The elaborate costumes featured are often made of inexpensive materials such as raffia, carved wood, coarse fabrics, crocheted yarns, body paint, flowers, grasses, leaves, and sticks. The outfits run a gamut of dramatic designs and shapes, from striped-knit bodysuits to appliquéd fabric costumes as voluminous as pup tents. One head-to-toe costume from Benin sports dozens of long, fluttering strips of spotted and striped fur; another, from Burkina Faso, looks like a walking sunflower, its wearer hidden under a cascade of fresh green leaves. A ghostly white-clad figure from Nigeria is topped with a grimacing painted-wood skull worn like a hat.
Created for festivities and ceremonies such as weddings and burials, initiations, chiefs’ coronations, and holidays like Christmas and the New Year, the costumes can be worn to disguise anyone, from a grown man or woman to a child. The subjects range from adults to teenagers, but Galembo does not know the identity of the individual beneath each mask. This mystery lies at the heart of her interest in costuming and masking — acts that allow the wearer to become something else, to change gender, or species, or even into spirits.
“They have intentionally transformed themselves into something exotic, charged, even frightening,” said musician/photographer David Byrne, who has exhibited at Eastman House and described Galembo’s work on his blog. “There is combined a long deep legacy of dress-up for masquerade, for carnival, for possession by the gods combined with personal creativity and ingenuity. These are not people in their ordinary dress — they are intentionally fantastic, shocking, wild.”
Upon arriving in each country, Galembo meets a translator and negotiator who accompanies her to different locations. He introduces her to village elders in each community who in turn provide permissions and help coordinate times when masqueraders can be photographed. The urge to dress up in costumes, whether for celebration or ceremony, is a phenomenon that crosses cultures and frees the human spirit in ways that intrigue Galembo.
Complementing the photographs on view, throughout the gallery will be African artifacts, including masks and sculptures. West African Masquerade is part of a three-exhibition series titled “Africas,” which focuses on sub-Saharan Africa, on view at Eastman House this summer.
West African Masquerade is generously funded by HCR, Rotenberg & Company, Bergmann Associates, and Bruce Bates.

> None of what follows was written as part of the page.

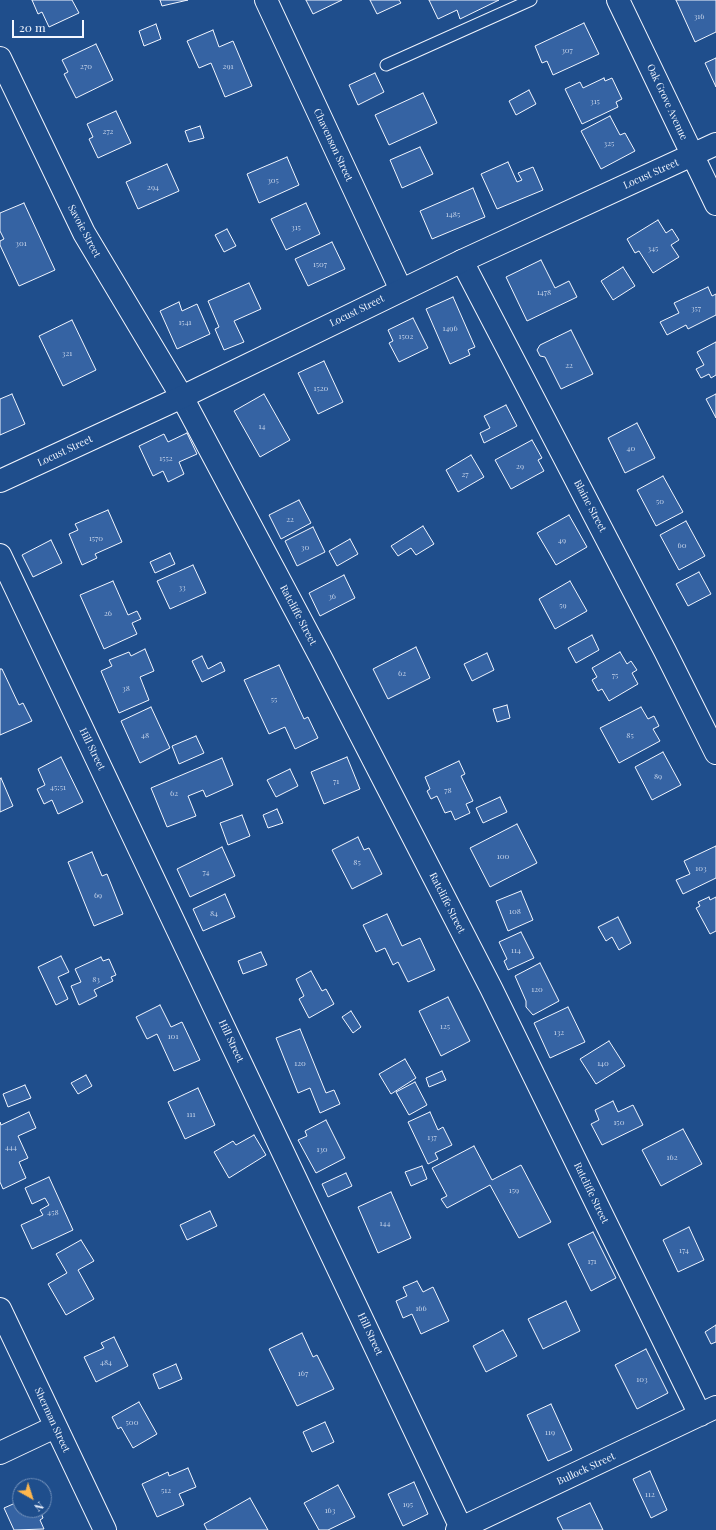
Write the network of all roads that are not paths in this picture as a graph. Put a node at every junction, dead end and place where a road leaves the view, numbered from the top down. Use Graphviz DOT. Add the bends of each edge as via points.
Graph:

As a child, Phyllis Galembo enjoyed dressing up for Halloween and Purim, fascinated by “how masquerade becomes magical.” She earned a master of fine arts degree in photography and printmaking from the University of Wisconsin at Madison in 1977, and has taught photography at the University at Albany since 1978. Her numerous books include Vodou: Visions and Voices of Haiti (1998) and Divine Inspiration from Benin to Bahia (1993).
Her 2002 book, Dressed for Thrills, 100 Years of Halloween Costumes and Masquerade, as well as its several accompanying exhibitions, drew its images from the 500 vintage American costumes and masks in Galembo’s personal collection.
Galembo’s work has appeared at the International Center for Photography, the Fashion Institute of Technology, and the American Museum of Natural History in New York City; the Albany Institute of History and Art; and at the Smithsonian Institution.
Her photographs are included in numerous public and private collections including the New York Public Library’s Schomburg Center for Research in Black Culture, the Metropolitan Museum of Art, the Houston Museum of Art, the Albany Institute of History & Art, the Museum of Fine Arts in Houston, and the Polaroid Corporation Collection, and she has been featured on CNN, National Public Radio, and NBC’s Today. Her honors include a Fulbright Scholar Senior Research Award to Nigeria, and grants from New York State Council for the Arts and New York Foundation for the Arts.